» **WORK TO COMPLETE**
Quote all entries exactly, leaving pictures aside.

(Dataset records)
BEGIN
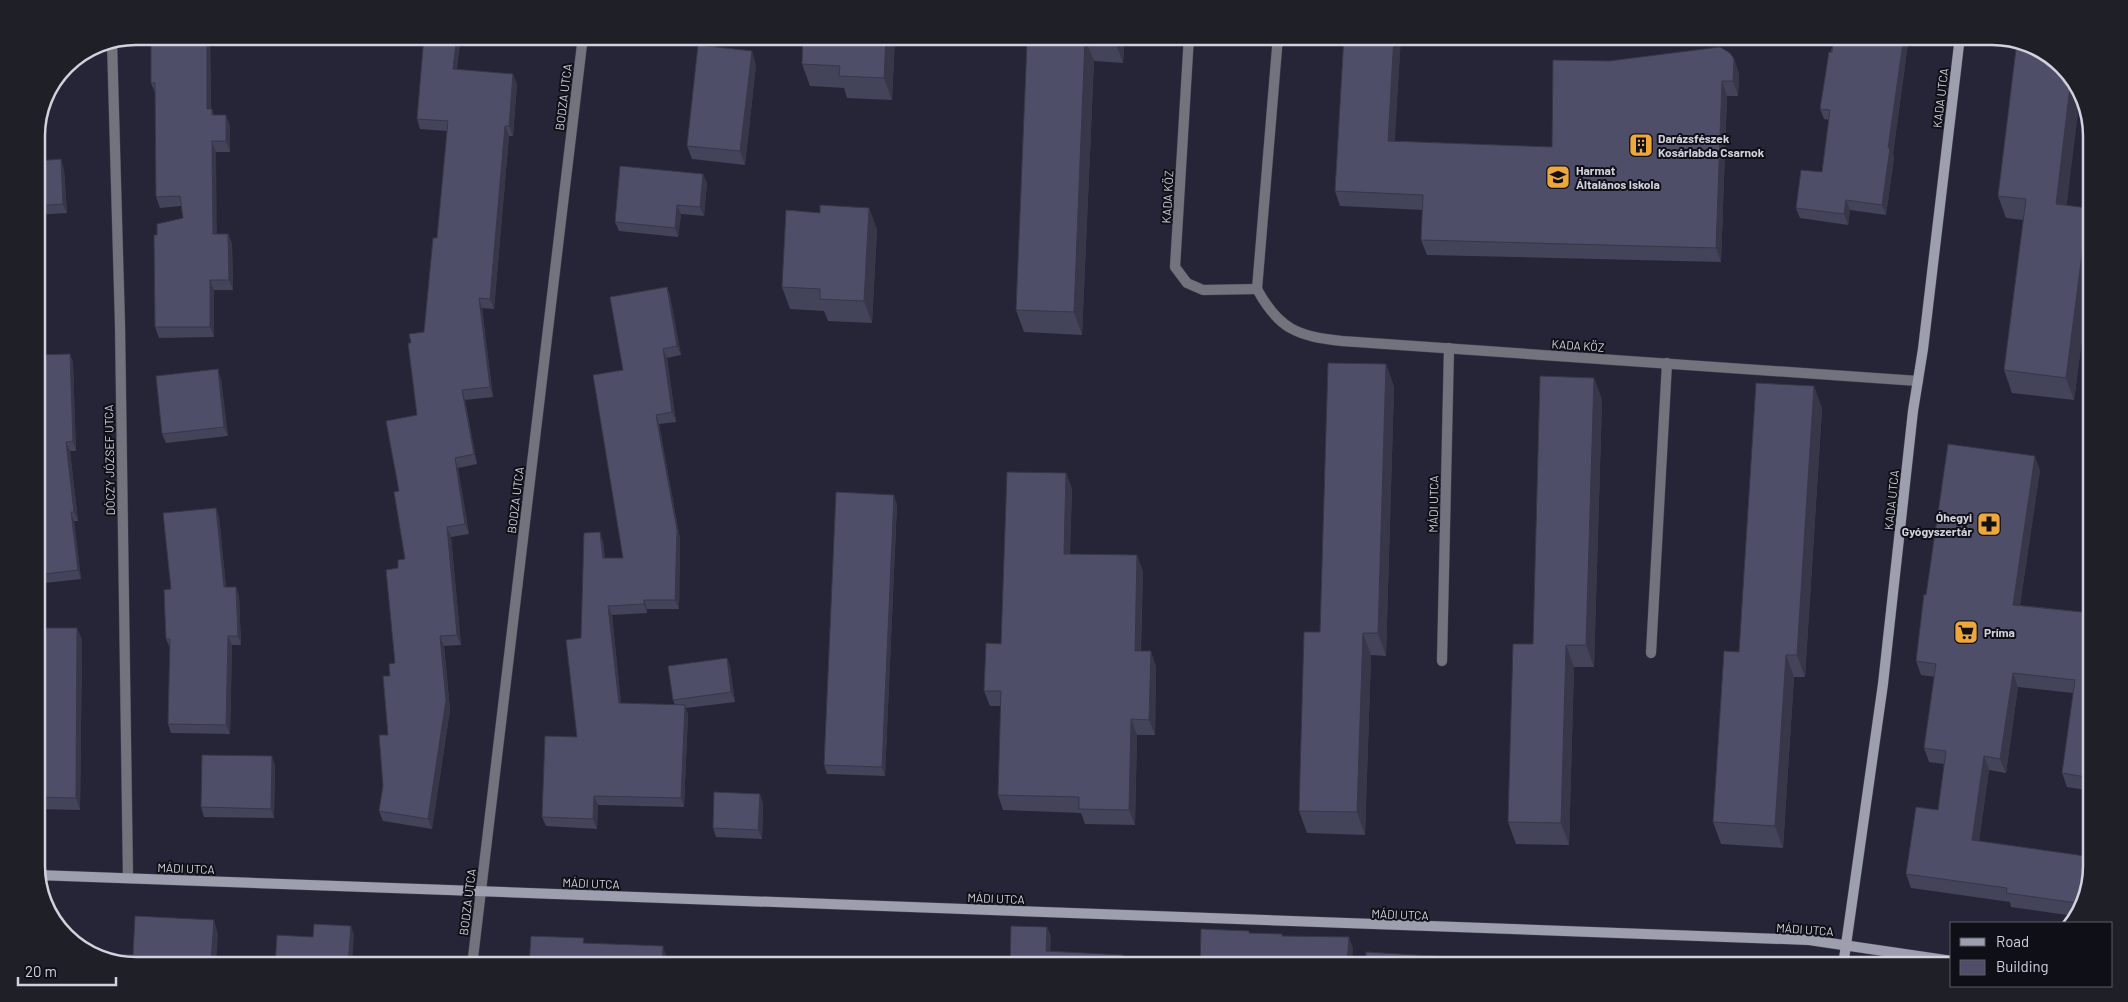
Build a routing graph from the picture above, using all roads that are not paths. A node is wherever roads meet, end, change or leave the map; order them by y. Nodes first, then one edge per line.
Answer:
1 (581, 45) edge
2 (1189, 45) edge
3 (1277, 45) edge
4 (1959, 45) edge
5 (112, 49) edge
6 (1257, 289) junction
7 (1449, 348) junction
8 (1667, 363) junction
9 (1918, 381) junction
10 (1651, 653) dead end
11 (1442, 661) dead end
12 (46, 875) edge
13 (128, 878) junction
14 (481, 891) junction
15 (1846, 945) junction
16 (473, 957) edge
17 (1844, 957) edge
18 (1926, 957) edge

1 - 14 street, BODZA UTCA
2 - 6 street, KADA KÖZ
3 - 6 street
4 - 9 street, KADA UTCA
5 - 13 street, DÓCZY JÓZSEF UTCA
6 - 7 street, KADA KÖZ
7 - 8 street, KADA KÖZ
7 - 11 street, MÁDI UTCA
8 - 9 street, KADA KÖZ
8 - 10 street
9 - 15 street, KADA UTCA
12 - 13 street, MÁDI UTCA
13 - 14 street, MÁDI UTCA
14 - 15 street, MÁDI UTCA
14 - 16 street, BODZA UTCA
15 - 17 street, KADA UTCA
15 - 18 street, MÁDI UTCA

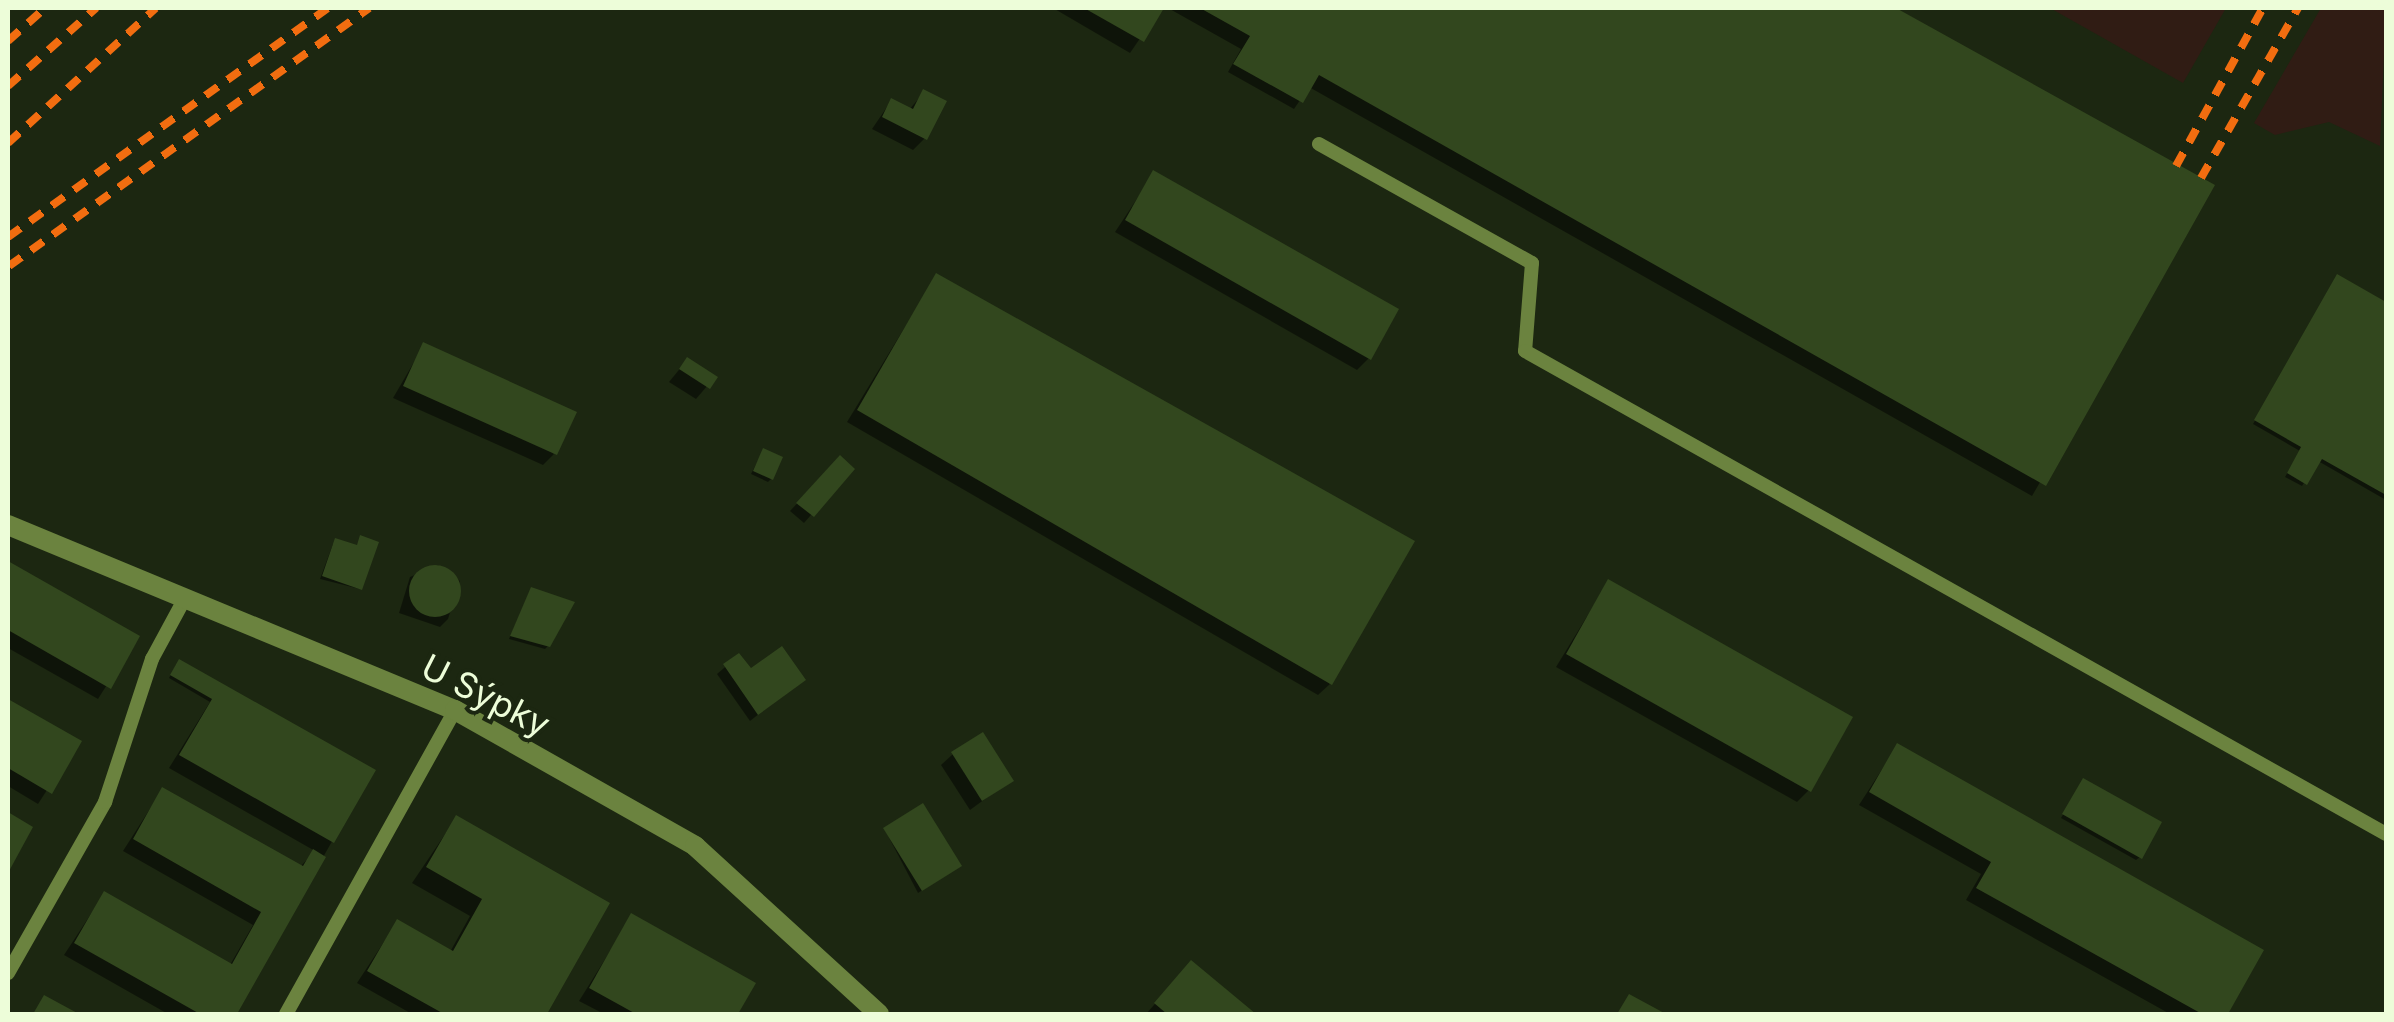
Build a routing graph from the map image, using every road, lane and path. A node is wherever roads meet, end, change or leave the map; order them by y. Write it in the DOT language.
END
» **TASK RESPONSE**
Build a routing graph from the picture above, using all roads that are not paths. A node is wherever roads meet, end, change or leave the map; order them by y. Nodes first, then one edge per line.
Answer:
1 (581, 45) edge
2 (1189, 45) edge
3 (1277, 45) edge
4 (1959, 45) edge
5 (112, 49) edge
6 (1257, 289) junction
7 (1449, 348) junction
8 (1667, 363) junction
9 (1918, 381) junction
10 (1651, 653) dead end
11 (1442, 661) dead end
12 (46, 875) edge
13 (128, 878) junction
14 (481, 891) junction
15 (1846, 945) junction
16 (473, 957) edge
17 (1844, 957) edge
18 (1926, 957) edge

1 - 14 street, BODZA UTCA
2 - 6 street, KADA KÖZ
3 - 6 street
4 - 9 street, KADA UTCA
5 - 13 street, DÓCZY JÓZSEF UTCA
6 - 7 street, KADA KÖZ
7 - 8 street, KADA KÖZ
7 - 11 street, MÁDI UTCA
8 - 9 street, KADA KÖZ
8 - 10 street
9 - 15 street, KADA UTCA
12 - 13 street, MÁDI UTCA
13 - 14 street, MÁDI UTCA
14 - 15 street, MÁDI UTCA
14 - 16 street, BODZA UTCA
15 - 17 street, KADA UTCA
15 - 18 street, MÁDI UTCA

Build a routing graph from the map image, using every road, lane and path. A node is wherever roads meet, end, change or leave the map; order them by y. Write it in the DOT language.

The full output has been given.